In case of planning for public health, the Twelfth Schedule of the Indian Constitution lists preventive healthcare and public health as mandatory duties of the municipal corporation. This means that urban local bodies have to plan for them both spatially and through budgets. While plans reserve land for creating health infrastructure, a lot remains on paper since hardly 30 percent development plans are implemented in urban areas. Also, city plans are not made focal to annual budgets of cities, and one observes this in case of the Mumbai municipal corporation. It runs major hospitals with medical colleges and peripheral hospitals, and only 13 percent of the total municipal budget of INR 33,400 crore was allocated for health, where only seven percent went towards creating assets (capital expenditure) — causing health amenity deficit.
The transparency committee report of the Maharashtra Government, put together for better functioning, states that ‘the health facilities of many cities draw a large number of patients from outside the city. This puts pressure on the city’s health infrastructure. In the backdrop of certain preventive health services that municipalities must perform and are not performing too well, a call needs to be taken on the desirability of stepping into domains best carried out by the state’.
All the above examples finally lead to a larger conclusion on the imbalanced growth planning, and an impoverished population that has been left on the periphery. COVID-19 has forced us to look at these imbalances closely and scamper for solutions that may be drastic and disruptive.

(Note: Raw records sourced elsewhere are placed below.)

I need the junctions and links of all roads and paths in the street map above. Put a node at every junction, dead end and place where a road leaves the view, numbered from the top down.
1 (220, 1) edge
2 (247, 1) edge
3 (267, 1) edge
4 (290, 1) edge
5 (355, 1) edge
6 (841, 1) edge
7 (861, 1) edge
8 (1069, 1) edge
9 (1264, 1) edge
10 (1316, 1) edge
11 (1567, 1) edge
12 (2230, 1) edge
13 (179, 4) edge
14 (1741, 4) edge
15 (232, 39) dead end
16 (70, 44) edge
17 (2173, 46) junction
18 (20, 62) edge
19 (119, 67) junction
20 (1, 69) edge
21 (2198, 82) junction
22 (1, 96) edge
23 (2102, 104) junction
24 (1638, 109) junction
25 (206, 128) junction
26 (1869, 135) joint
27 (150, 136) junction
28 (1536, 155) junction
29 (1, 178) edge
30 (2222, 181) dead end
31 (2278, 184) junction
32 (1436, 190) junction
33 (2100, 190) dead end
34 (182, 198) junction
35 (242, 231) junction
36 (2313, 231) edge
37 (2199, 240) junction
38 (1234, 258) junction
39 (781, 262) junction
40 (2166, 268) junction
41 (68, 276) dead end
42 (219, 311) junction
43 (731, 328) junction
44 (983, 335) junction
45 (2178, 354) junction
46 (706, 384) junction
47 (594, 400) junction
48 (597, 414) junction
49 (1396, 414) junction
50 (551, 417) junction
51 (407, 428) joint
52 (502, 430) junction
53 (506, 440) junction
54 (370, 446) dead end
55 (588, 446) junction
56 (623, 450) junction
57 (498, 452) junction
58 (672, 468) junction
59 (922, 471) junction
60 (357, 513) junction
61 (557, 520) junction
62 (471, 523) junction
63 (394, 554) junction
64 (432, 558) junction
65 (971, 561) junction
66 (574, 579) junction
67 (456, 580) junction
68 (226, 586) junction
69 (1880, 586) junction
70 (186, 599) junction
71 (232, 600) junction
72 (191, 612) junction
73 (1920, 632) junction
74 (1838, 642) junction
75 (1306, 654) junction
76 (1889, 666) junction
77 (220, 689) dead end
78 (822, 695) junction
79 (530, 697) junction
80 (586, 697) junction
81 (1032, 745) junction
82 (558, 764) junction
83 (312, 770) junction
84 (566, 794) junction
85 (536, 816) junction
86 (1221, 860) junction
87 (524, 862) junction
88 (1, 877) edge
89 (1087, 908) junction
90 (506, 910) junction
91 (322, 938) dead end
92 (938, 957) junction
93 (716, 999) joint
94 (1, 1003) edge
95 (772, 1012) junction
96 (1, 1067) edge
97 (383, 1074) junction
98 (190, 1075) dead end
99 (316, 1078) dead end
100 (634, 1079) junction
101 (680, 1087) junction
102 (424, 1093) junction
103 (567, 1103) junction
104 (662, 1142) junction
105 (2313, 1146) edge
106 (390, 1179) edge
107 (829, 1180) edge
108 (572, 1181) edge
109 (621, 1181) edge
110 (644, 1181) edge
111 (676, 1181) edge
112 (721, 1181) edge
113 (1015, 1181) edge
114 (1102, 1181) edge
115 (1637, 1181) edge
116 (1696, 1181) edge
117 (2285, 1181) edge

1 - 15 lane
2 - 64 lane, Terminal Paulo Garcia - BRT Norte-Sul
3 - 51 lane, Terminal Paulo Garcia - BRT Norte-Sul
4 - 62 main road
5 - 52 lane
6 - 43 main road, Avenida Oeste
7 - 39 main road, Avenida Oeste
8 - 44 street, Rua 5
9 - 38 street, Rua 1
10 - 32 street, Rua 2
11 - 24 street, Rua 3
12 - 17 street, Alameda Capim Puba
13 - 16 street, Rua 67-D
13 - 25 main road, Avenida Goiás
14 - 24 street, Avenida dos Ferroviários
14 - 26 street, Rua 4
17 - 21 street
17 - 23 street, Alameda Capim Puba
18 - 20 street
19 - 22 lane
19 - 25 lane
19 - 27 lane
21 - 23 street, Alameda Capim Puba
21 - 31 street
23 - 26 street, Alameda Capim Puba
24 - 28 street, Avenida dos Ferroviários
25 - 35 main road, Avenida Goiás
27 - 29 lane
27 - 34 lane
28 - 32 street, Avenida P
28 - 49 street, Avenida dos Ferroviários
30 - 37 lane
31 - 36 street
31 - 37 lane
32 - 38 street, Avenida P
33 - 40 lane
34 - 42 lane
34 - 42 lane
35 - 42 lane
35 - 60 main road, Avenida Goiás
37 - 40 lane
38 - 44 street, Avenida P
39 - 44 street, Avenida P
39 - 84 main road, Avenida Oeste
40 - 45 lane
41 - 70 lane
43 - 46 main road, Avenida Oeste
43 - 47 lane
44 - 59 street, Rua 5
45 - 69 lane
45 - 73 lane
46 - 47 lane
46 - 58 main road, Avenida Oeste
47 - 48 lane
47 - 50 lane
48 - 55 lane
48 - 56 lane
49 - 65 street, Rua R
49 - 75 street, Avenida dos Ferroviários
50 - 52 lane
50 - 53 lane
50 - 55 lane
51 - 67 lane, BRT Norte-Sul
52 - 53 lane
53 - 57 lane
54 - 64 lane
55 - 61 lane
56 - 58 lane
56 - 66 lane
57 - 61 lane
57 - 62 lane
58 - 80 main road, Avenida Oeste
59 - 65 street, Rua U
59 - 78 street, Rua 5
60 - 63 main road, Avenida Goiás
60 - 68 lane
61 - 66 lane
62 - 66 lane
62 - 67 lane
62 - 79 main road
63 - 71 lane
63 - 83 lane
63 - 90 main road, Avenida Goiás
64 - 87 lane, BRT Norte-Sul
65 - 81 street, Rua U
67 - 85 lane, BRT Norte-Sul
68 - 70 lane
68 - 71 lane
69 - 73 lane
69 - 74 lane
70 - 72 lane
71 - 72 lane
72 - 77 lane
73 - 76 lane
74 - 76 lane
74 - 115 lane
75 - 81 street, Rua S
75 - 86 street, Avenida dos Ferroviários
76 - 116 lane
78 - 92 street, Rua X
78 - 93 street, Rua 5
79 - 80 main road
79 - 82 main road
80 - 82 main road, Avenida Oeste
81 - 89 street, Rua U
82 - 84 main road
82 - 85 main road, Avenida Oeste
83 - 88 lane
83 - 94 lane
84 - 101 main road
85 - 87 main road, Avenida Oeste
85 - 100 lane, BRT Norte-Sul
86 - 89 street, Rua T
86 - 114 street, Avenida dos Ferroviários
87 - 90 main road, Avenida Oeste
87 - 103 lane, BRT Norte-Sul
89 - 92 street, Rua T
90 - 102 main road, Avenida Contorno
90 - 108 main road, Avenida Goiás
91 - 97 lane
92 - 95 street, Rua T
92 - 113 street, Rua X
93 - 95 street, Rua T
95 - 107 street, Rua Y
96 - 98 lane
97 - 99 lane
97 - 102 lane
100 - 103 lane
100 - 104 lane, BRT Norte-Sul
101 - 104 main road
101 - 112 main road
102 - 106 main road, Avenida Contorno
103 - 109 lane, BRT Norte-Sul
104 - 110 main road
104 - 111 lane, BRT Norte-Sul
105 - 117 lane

Some of the urgent measures cities will have to consider are:
- Urban plans will need to turn tables and plan for lesser people and cap populations like in Shanghai and Beijing
- The traditional methods of planning will need to be replaced by livability as a criteria
- Any kind of growth or reservations, which are anti-poor will need to be disincentivised
- Poverty and welfare will need to be a top planning priority, with population surveys done
- Change statutes to allow municipal corporations to plan for the entire city, even if the development of certain areas fall under parastatals
- Enhance municipal budgets, and like South Africa and Brazil, bring in ‘equalisation grants’, or decentralise budgets from the central government to create adequate health and other infrastructure for the poor
Is it time that we start looking at measures like population capping and enhancing municipal budgets seriously if we want to build equitable cities.